Predicting and assessing complex plant-environment interactions

Research

Plant-Environmental Interactions: The Kinmonth lab studies how plants sense and respond to their environment. This work is important for helping farmers and natural resource managers plan for the future. On-going projects include the following:

  • Plants sense day length?! What?! Why? If you live away from the equator where there are clear seasons, you may have noticed that some plants flower only when the days get longer in summer while others flower once the days get shorter. Some plants use day length and/or other environmental features like length of winter as cues to transition to important life stages like reproduction. But not all plants sense these things, nor sense them the same way. The Kinmonth lab works to answer the following: are there specific climate features that lead to these different sensitivities?
  • Flowering time in a high [CO2] world. Carbon dioxide is increasing in the atmosphere at a rate not seen for thousands of years. It is more than twice what plants were experiencing 20,000 years ago. As carbon dioxide is made into sugars by plants through photosynthesis and used for their food, how does having much more of it around affect them? The Kinmonth lab works to understand why more [CO2] in the atmosphere causes some plants, but not others, to change when they flower.

Research in Education: Dr.

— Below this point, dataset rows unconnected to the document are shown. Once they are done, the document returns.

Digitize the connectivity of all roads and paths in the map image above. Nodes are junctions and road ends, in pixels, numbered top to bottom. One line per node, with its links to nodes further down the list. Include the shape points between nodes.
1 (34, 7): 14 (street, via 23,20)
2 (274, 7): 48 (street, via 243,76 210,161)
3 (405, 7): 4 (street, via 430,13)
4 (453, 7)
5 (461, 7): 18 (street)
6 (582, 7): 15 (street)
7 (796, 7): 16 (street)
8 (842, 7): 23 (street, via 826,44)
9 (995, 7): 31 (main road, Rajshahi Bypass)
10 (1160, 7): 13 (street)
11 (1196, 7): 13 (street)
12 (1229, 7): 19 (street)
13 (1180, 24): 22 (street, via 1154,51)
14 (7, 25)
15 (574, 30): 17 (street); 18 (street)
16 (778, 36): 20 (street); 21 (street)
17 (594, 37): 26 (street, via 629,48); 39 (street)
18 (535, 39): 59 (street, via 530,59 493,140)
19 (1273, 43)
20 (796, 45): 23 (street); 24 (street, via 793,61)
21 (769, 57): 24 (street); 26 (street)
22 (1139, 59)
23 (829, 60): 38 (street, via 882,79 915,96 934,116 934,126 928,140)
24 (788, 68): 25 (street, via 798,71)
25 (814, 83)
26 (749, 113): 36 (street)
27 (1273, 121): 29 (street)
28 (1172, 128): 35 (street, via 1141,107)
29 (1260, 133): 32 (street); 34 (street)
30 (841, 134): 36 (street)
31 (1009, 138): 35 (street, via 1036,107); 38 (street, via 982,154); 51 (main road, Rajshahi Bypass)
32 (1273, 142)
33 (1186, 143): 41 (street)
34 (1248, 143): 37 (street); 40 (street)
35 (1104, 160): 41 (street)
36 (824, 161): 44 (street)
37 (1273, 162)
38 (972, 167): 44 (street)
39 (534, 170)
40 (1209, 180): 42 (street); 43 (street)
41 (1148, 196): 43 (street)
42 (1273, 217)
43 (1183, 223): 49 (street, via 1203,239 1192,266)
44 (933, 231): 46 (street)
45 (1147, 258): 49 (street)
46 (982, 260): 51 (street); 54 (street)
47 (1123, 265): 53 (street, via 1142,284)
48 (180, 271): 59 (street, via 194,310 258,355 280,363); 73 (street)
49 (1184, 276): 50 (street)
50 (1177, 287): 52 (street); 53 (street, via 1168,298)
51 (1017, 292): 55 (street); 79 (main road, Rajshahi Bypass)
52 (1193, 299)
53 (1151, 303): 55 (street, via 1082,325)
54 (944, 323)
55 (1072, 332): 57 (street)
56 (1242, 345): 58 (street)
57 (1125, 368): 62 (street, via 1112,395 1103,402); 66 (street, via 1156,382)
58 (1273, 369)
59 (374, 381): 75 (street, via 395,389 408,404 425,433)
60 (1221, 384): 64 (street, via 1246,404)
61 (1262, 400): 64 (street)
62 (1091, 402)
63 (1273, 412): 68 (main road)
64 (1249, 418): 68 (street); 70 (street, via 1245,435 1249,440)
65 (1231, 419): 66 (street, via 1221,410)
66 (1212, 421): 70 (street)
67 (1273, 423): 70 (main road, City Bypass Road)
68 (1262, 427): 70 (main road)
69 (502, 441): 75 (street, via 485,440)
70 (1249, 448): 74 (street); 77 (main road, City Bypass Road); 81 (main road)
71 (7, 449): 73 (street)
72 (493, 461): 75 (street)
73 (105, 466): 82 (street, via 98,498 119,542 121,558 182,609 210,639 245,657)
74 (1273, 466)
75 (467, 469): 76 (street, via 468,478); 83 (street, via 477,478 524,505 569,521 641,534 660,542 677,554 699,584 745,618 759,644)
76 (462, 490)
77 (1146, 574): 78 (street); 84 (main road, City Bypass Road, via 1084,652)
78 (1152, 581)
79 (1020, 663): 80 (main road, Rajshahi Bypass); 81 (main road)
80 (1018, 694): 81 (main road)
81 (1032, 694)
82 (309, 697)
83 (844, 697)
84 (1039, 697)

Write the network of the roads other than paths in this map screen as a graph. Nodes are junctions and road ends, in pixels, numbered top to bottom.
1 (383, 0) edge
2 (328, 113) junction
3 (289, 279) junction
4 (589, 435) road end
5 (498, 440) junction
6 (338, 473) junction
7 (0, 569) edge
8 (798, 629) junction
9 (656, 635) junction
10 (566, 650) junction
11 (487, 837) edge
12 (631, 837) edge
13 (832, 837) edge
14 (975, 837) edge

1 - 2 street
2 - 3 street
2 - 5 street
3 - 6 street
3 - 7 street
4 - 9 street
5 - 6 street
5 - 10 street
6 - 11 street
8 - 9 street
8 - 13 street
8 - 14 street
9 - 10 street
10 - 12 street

Kinmonth is interested in improving student confidence, resiliency, and critical thinking abilities inside the classroom and as they move into their careers. On-going projects include the following:

  • Growth-based mindset. The mind is malleable and individuals have a great capacity to learn, grow, and change. However, sometimes we feel like there is something “different” or “wrong” about us that makes us not cut out for a certain class or career, even if we enjoy it. Dr. Kinmonth works with Dr. Kinsey Simone in the Department of Curriculum & Instruction at Tennessee Tech to ask whether adjusting course presentation and grading to align with a growth-based mindset improves students’ confidence in and perceptions of biology courses.